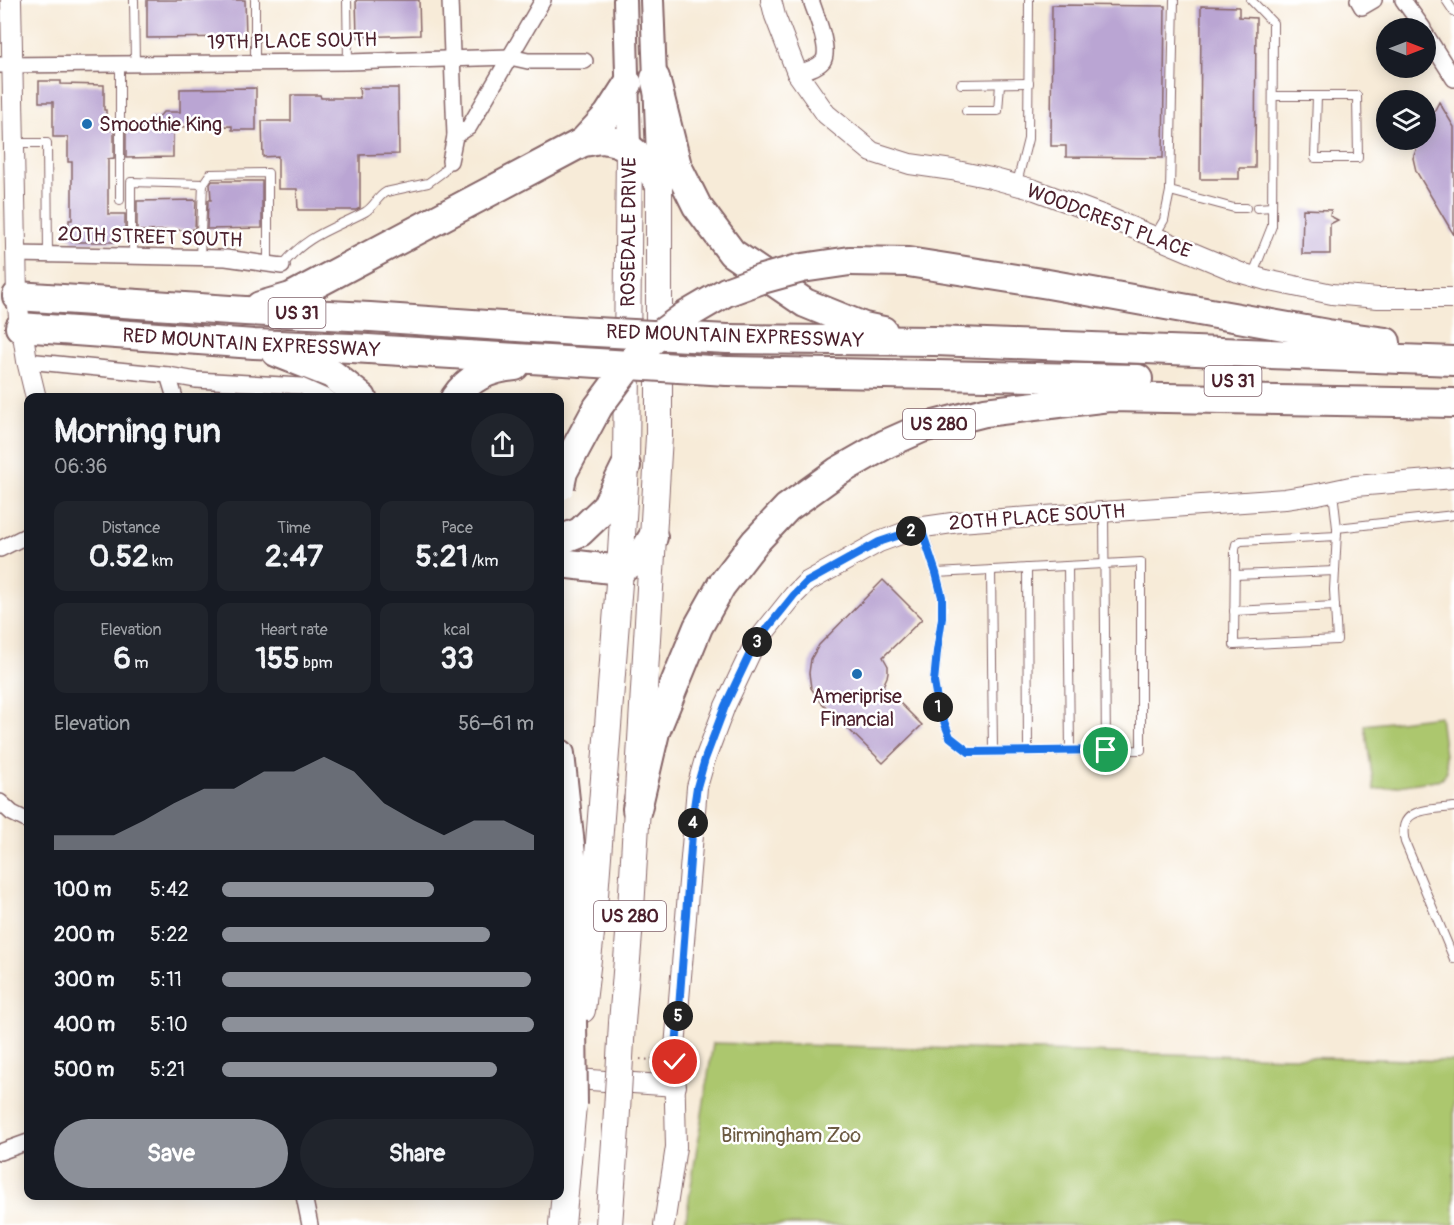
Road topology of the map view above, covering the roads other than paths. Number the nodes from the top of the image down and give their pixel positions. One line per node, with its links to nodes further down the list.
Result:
1 (11, 0): 27 (street)
2 (134, 0): 26 (lane)
3 (255, 0): 25 (lane)
4 (347, 0): 24 (lane)
5 (450, 0): 22 (street)
6 (543, 0): 21 (street)
7 (625, 0): 30 (main road, ROSEDALE DRIVE)
8 (652, 0): 30 (main road, ROSEDALE DRIVE)
9 (811, 0): 28 (street)
10 (1029, 0): 31 (lane)
11 (1174, 0): 45 (lane)
12 (1251, 0): 34 (lane)
13 (1358, 0): 14 (street)
14 (1374, 0)
15 (1404, 0): 19 (street)
16 (1446, 0): 18 (lane)
17 (771, 6): 28 (street, WOODCREST PLACE)
18 (1454, 12)
19 (1416, 18)
20 (1436, 50): 29 (street)
21 (510, 57): 22 (street, 19TH PLACE SOUTH); 23 (street, 19TH PLACE SOUTH); 37 (street)
22 (451, 60): 24 (street, 19TH PLACE SOUTH); 37 (street)
23 (585, 61)
24 (348, 62): 25 (street, 19TH PLACE SOUTH)
25 (255, 63): 26 (street, 19TH PLACE SOUTH)
26 (128, 64): 27 (street, 19TH PLACE SOUTH); 46 (lane)
27 (6, 65): 39 (street)
28 (797, 73): 44 (street, WOODCREST PLACE)
29 (1453, 77)
30 (641, 81): 38 (highway); 40 (main road, ROSEDALE DRIVE); 42 (main road, ROSEDALE DRIVE); 61 (highway)
31 (1029, 83): 33 (lane); 44 (lane)
32 (961, 84): 33 (lane)
33 (1000, 84): 36 (lane)
34 (1273, 96): 35 (lane); 47 (lane)
35 (1317, 96): 35 (lane)
36 (966, 111)
37 (455, 136): 41 (street)
38 (584, 142): 40 (highway); 59 (highway)
39 (13, 143): 51 (street); 52 (lane)
40 (629, 147): 42 (highway); 75 (highway, ROSEDALE DRIVE)
41 (450, 161): 55 (lane)
42 (659, 183): 84 (highway, ROSEDALE DRIVE)
43 (203, 184): 53 (lane); 54 (lane); 55 (lane)
44 (1016, 185): 50 (street, WOODCREST PLACE)
45 (1170, 191): 48 (lane); 50 (lane)
46 (120, 200)
47 (1272, 207): 49 (lane); 56 (lane)
48 (1246, 208)
49 (1257, 208)
50 (1154, 237): 56 (street, WOODCREST PLACE)
51 (15, 254): 52 (street, 20TH STREET SOUTH); 57 (street)
52 (48, 255): 53 (street, 20TH STREET SOUTH)
53 (134, 256): 54 (street, 20TH STREET SOUTH)
54 (200, 257): 55 (street, 20TH STREET SOUTH)
55 (275, 265)
56 (1252, 276): 58 (street, WOODCREST PLACE)
57 (17, 296): 59 (highway, RED MOUNTAIN EXPRESSWAY / US 31); 60 (street)
58 (1454, 298)
59 (244, 311): 61 (highway, RED MOUNTAIN EXPRESSWAY / US 31, bridge)
60 (20, 327): 62 (highway, RED MOUNTAIN EXPRESSWAY / US 31); 64 (street)
61 (936, 341): 65 (highway, RED MOUNTAIN EXPRESSWAY / US 31)
62 (254, 344): 66 (highway, RED MOUNTAIN EXPRESSWAY / US 31); 71 (highway)
63 (1454, 350): 76 (highway, bridge)
64 (27, 361): 67 (street); 68 (street)
65 (1454, 361)
66 (571, 362): 72 (highway); 73 (highway, RED MOUNTAIN EXPRESSWAY / US 31, bridge)
67 (168, 375): 69 (street); 70 (street)
68 (35, 393)
69 (173, 393)
70 (314, 393)
71 (356, 393)
72 (459, 393)
73 (1454, 393)
74 (1454, 403): 105 (highway, US 280)
75 (626, 466): 85 (highway); 91 (highway, ROSEDALE DRIVE)
76 (564, 470)
77 (1454, 478): 78 (street, 20TH PLACE SOUTH)
78 (1333, 491): 79 (street, 20TH PLACE SOUTH); 82 (lane)
79 (1104, 512): 81 (street, 20TH PLACE SOUTH); 88 (lane)
80 (1454, 515): 82 (lane)
81 (921, 528): 94 (lane); 110 (street, 20TH PLACE SOUTH)
82 (1337, 532): 93 (lane); 95 (lane)
83 (24, 537): 86 (street)
84 (653, 537): 91 (highway); 105 (highway, ROSEDALE DRIVE)
85 (564, 538)
86 (0, 549)
87 (564, 563): 91 (highway)
88 (1105, 564): 89 (lane); 98 (lane); 98 (lane)
89 (1068, 566): 90 (lane); 100 (lane)
90 (1027, 568): 92 (lane); 99 (lane)
91 (620, 570): 108 (highway, ROSEDALE DRIVE)
92 (991, 570): 94 (lane); 101 (lane)
93 (1335, 571): 95 (lane); 96 (lane)
94 (936, 573): 101 (lane)
95 (1235, 575): 97 (lane)
96 (1335, 606): 97 (lane); 97 (lane)
97 (1234, 611)
98 (1106, 750): 100 (lane)
99 (1028, 751): 100 (lane); 101 (lane)
100 (1070, 751)
101 (993, 752)
102 (564, 791): 108 (highway, US 280)
103 (0, 802): 106 (street)
104 (1454, 807): 107 (lane)
105 (637, 809): 120 (highway, US 280, bridge)
106 (24, 819)
107 (1454, 959)
108 (577, 1020): 111 (highway, US 280, bridge)
109 (564, 1078): 110 (street)
110 (676, 1086): 124 (street, 20TH PLACE SOUTH)
111 (572, 1115): 114 (highway, US 280)
112 (24, 1143): 113 (street)
113 (0, 1152)
114 (566, 1166): 115 (highway); 116 (highway, US 280)
115 (564, 1174)
116 (564, 1196)
117 (305, 1200): 121 (street)
118 (557, 1200): 122 (highway)
119 (564, 1200): 123 (highway, US 280)
120 (610, 1222)
121 (310, 1225)
122 (551, 1225)
123 (562, 1225)
124 (664, 1225)

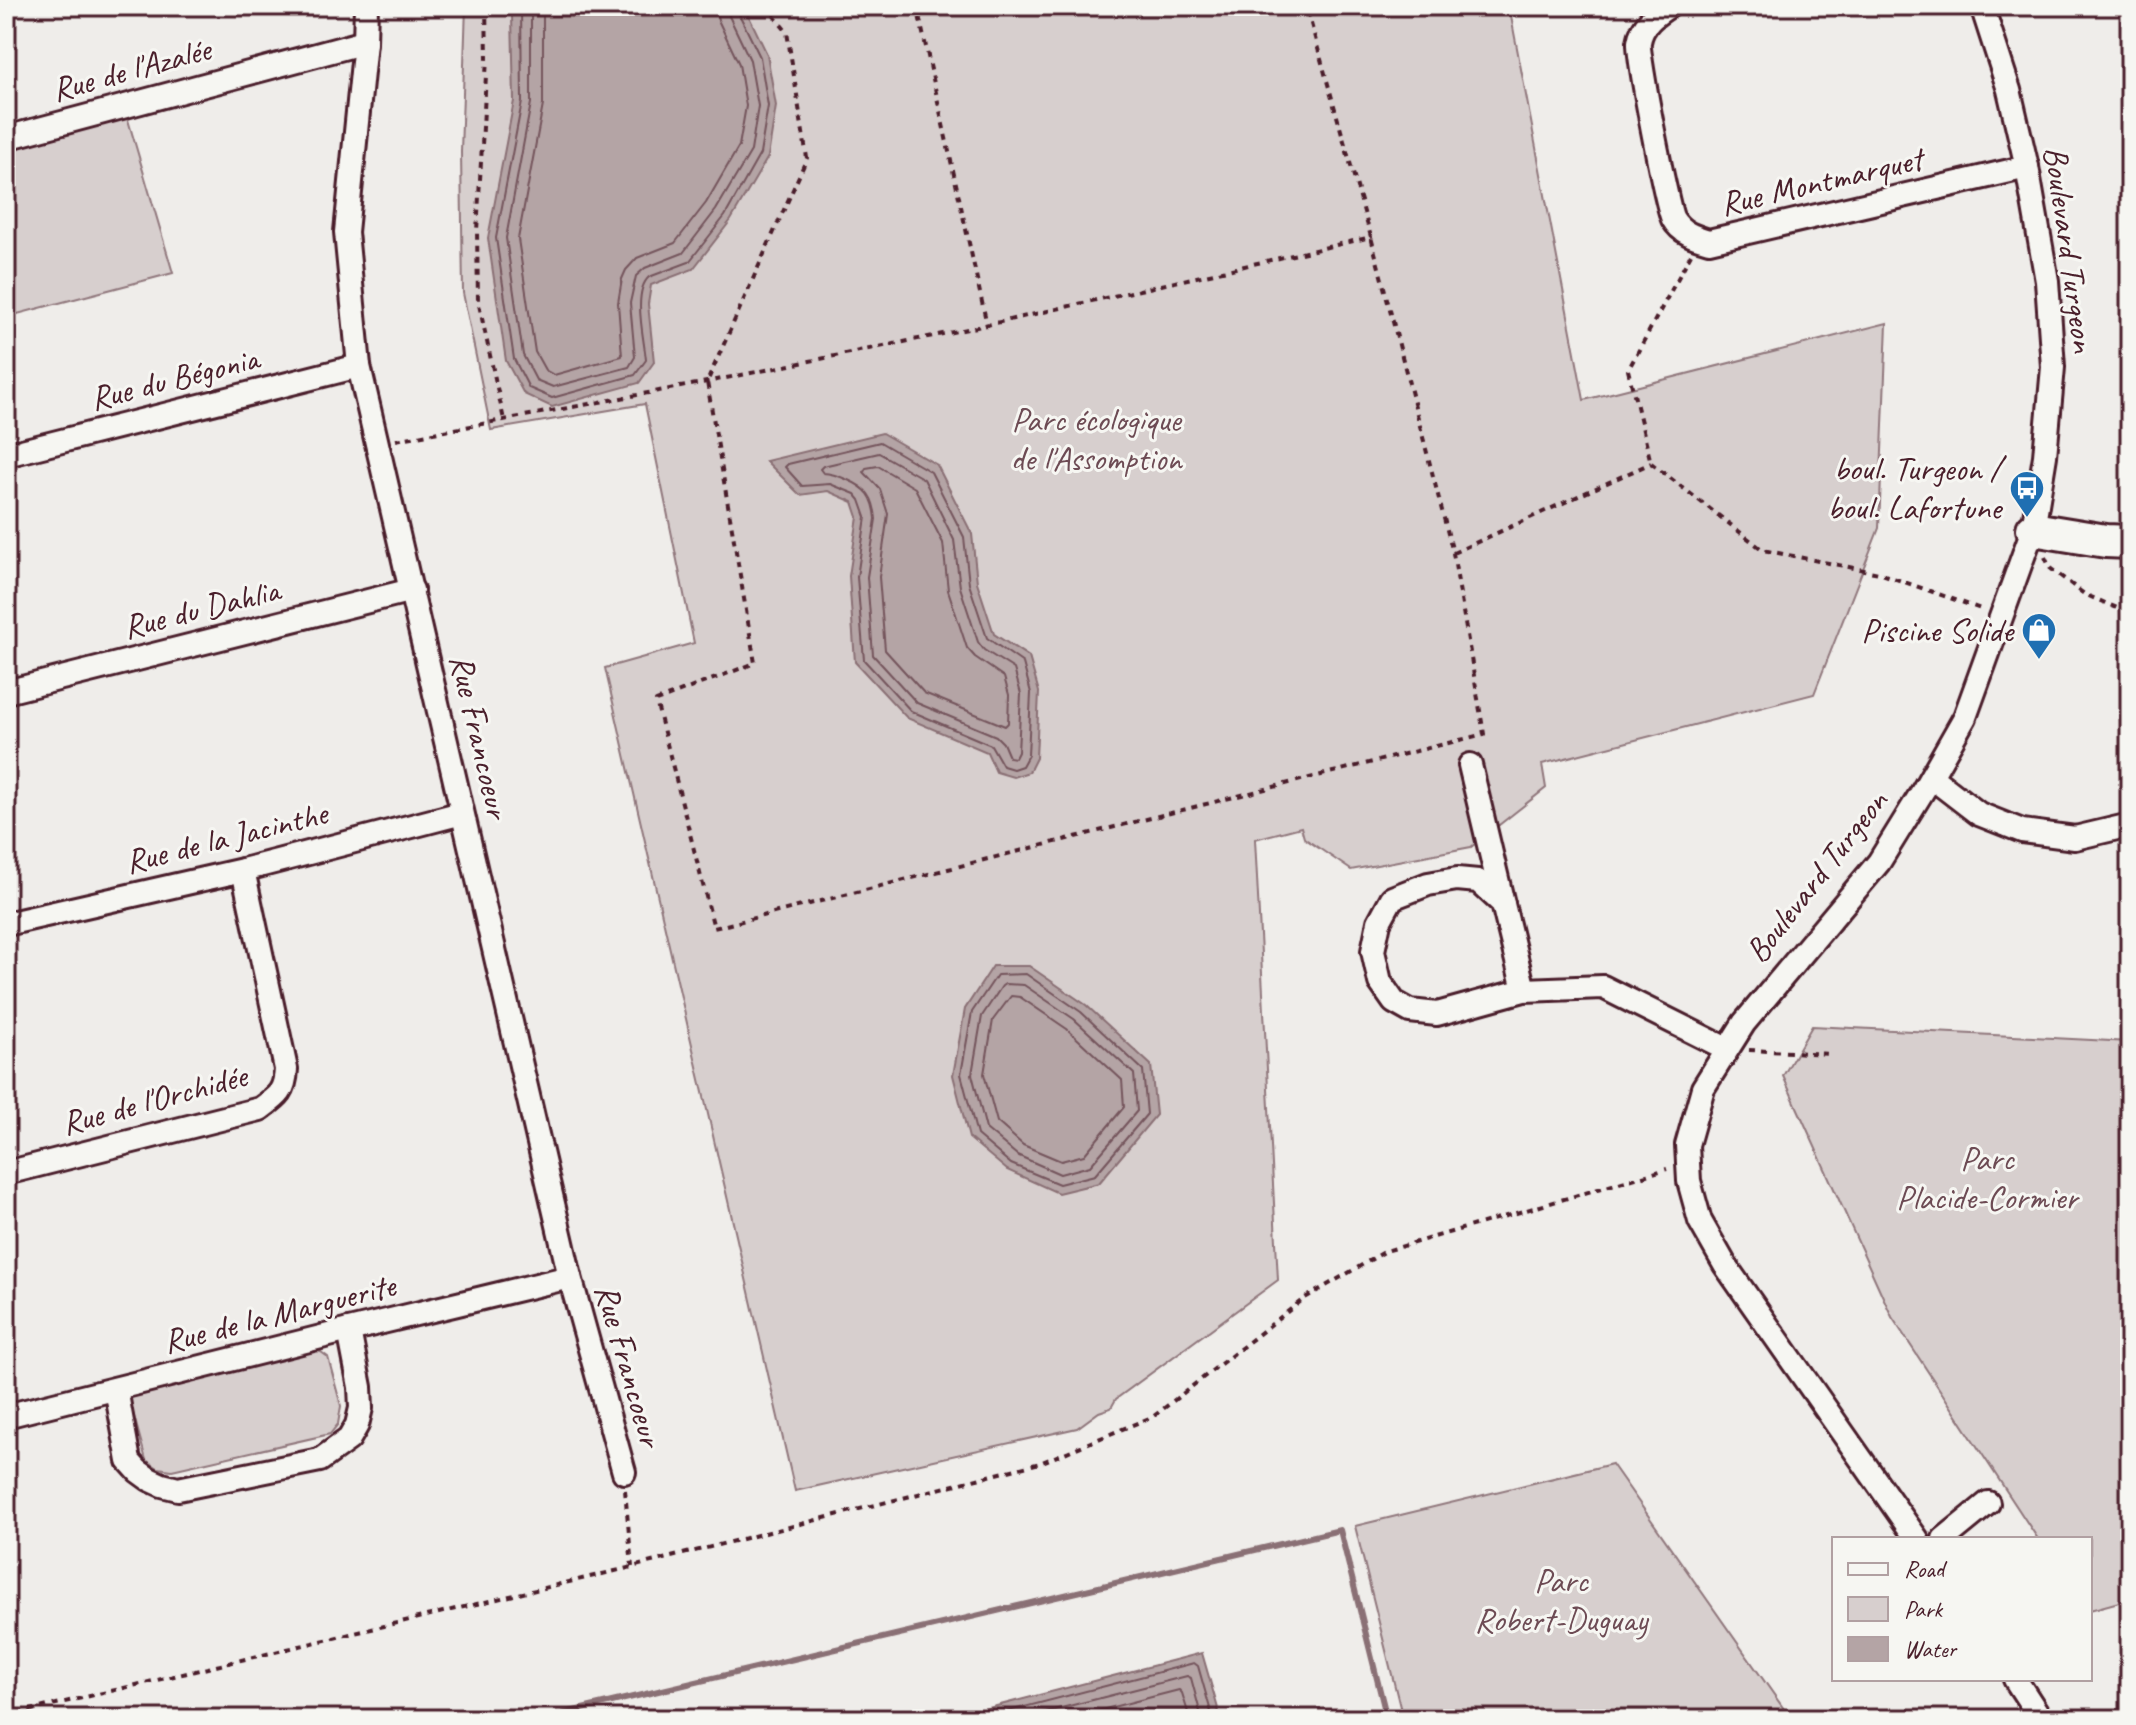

TASK ITEM: Send back every line above exactly, skipping all pictures.

PROBLEM SOLUTION:
Road topology of the map view above, covering the roads other than paths. Number the nodes from the top of the image down and give their pixel positions. One line per node, with its links to nodes further down the list.
Result:
1 (11, 0): 27 (street)
2 (134, 0): 26 (lane)
3 (255, 0): 25 (lane)
4 (347, 0): 24 (lane)
5 (450, 0): 22 (street)
6 (543, 0): 21 (street)
7 (625, 0): 30 (main road, ROSEDALE DRIVE)
8 (652, 0): 30 (main road, ROSEDALE DRIVE)
9 (811, 0): 28 (street)
10 (1029, 0): 31 (lane)
11 (1174, 0): 45 (lane)
12 (1251, 0): 34 (lane)
13 (1358, 0): 14 (street)
14 (1374, 0)
15 (1404, 0): 19 (street)
16 (1446, 0): 18 (lane)
17 (771, 6): 28 (street, WOODCREST PLACE)
18 (1454, 12)
19 (1416, 18)
20 (1436, 50): 29 (street)
21 (510, 57): 22 (street, 19TH PLACE SOUTH); 23 (street, 19TH PLACE SOUTH); 37 (street)
22 (451, 60): 24 (street, 19TH PLACE SOUTH); 37 (street)
23 (585, 61)
24 (348, 62): 25 (street, 19TH PLACE SOUTH)
25 (255, 63): 26 (street, 19TH PLACE SOUTH)
26 (128, 64): 27 (street, 19TH PLACE SOUTH); 46 (lane)
27 (6, 65): 39 (street)
28 (797, 73): 44 (street, WOODCREST PLACE)
29 (1453, 77)
30 (641, 81): 38 (highway); 40 (main road, ROSEDALE DRIVE); 42 (main road, ROSEDALE DRIVE); 61 (highway)
31 (1029, 83): 33 (lane); 44 (lane)
32 (961, 84): 33 (lane)
33 (1000, 84): 36 (lane)
34 (1273, 96): 35 (lane); 47 (lane)
35 (1317, 96): 35 (lane)
36 (966, 111)
37 (455, 136): 41 (street)
38 (584, 142): 40 (highway); 59 (highway)
39 (13, 143): 51 (street); 52 (lane)
40 (629, 147): 42 (highway); 75 (highway, ROSEDALE DRIVE)
41 (450, 161): 55 (lane)
42 (659, 183): 84 (highway, ROSEDALE DRIVE)
43 (203, 184): 53 (lane); 54 (lane); 55 (lane)
44 (1016, 185): 50 (street, WOODCREST PLACE)
45 (1170, 191): 48 (lane); 50 (lane)
46 (120, 200)
47 (1272, 207): 49 (lane); 56 (lane)
48 (1246, 208)
49 (1257, 208)
50 (1154, 237): 56 (street, WOODCREST PLACE)
51 (15, 254): 52 (street, 20TH STREET SOUTH); 57 (street)
52 (48, 255): 53 (street, 20TH STREET SOUTH)
53 (134, 256): 54 (street, 20TH STREET SOUTH)
54 (200, 257): 55 (street, 20TH STREET SOUTH)
55 (275, 265)
56 (1252, 276): 58 (street, WOODCREST PLACE)
57 (17, 296): 59 (highway, RED MOUNTAIN EXPRESSWAY / US 31); 60 (street)
58 (1454, 298)
59 (244, 311): 61 (highway, RED MOUNTAIN EXPRESSWAY / US 31, bridge)
60 (20, 327): 62 (highway, RED MOUNTAIN EXPRESSWAY / US 31); 64 (street)
61 (936, 341): 65 (highway, RED MOUNTAIN EXPRESSWAY / US 31)
62 (254, 344): 66 (highway, RED MOUNTAIN EXPRESSWAY / US 31); 71 (highway)
63 (1454, 350): 76 (highway, bridge)
64 (27, 361): 67 (street); 68 (street)
65 (1454, 361)
66 (571, 362): 72 (highway); 73 (highway, RED MOUNTAIN EXPRESSWAY / US 31, bridge)
67 (168, 375): 69 (street); 70 (street)
68 (35, 393)
69 (173, 393)
70 (314, 393)
71 (356, 393)
72 (459, 393)
73 (1454, 393)
74 (1454, 403): 105 (highway, US 280)
75 (626, 466): 85 (highway); 91 (highway, ROSEDALE DRIVE)
76 (564, 470)
77 (1454, 478): 78 (street, 20TH PLACE SOUTH)
78 (1333, 491): 79 (street, 20TH PLACE SOUTH); 82 (lane)
79 (1104, 512): 81 (street, 20TH PLACE SOUTH); 88 (lane)
80 (1454, 515): 82 (lane)
81 (921, 528): 94 (lane); 110 (street, 20TH PLACE SOUTH)
82 (1337, 532): 93 (lane); 95 (lane)
83 (24, 537): 86 (street)
84 (653, 537): 91 (highway); 105 (highway, ROSEDALE DRIVE)
85 (564, 538)
86 (0, 549)
87 (564, 563): 91 (highway)
88 (1105, 564): 89 (lane); 98 (lane); 98 (lane)
89 (1068, 566): 90 (lane); 100 (lane)
90 (1027, 568): 92 (lane); 99 (lane)
91 (620, 570): 108 (highway, ROSEDALE DRIVE)
92 (991, 570): 94 (lane); 101 (lane)
93 (1335, 571): 95 (lane); 96 (lane)
94 (936, 573): 101 (lane)
95 (1235, 575): 97 (lane)
96 (1335, 606): 97 (lane); 97 (lane)
97 (1234, 611)
98 (1106, 750): 100 (lane)
99 (1028, 751): 100 (lane); 101 (lane)
100 (1070, 751)
101 (993, 752)
102 (564, 791): 108 (highway, US 280)
103 (0, 802): 106 (street)
104 (1454, 807): 107 (lane)
105 (637, 809): 120 (highway, US 280, bridge)
106 (24, 819)
107 (1454, 959)
108 (577, 1020): 111 (highway, US 280, bridge)
109 (564, 1078): 110 (street)
110 (676, 1086): 124 (street, 20TH PLACE SOUTH)
111 (572, 1115): 114 (highway, US 280)
112 (24, 1143): 113 (street)
113 (0, 1152)
114 (566, 1166): 115 (highway); 116 (highway, US 280)
115 (564, 1174)
116 (564, 1196)
117 (305, 1200): 121 (street)
118 (557, 1200): 122 (highway)
119 (564, 1200): 123 (highway, US 280)
120 (610, 1222)
121 (310, 1225)
122 (551, 1225)
123 (562, 1225)
124 (664, 1225)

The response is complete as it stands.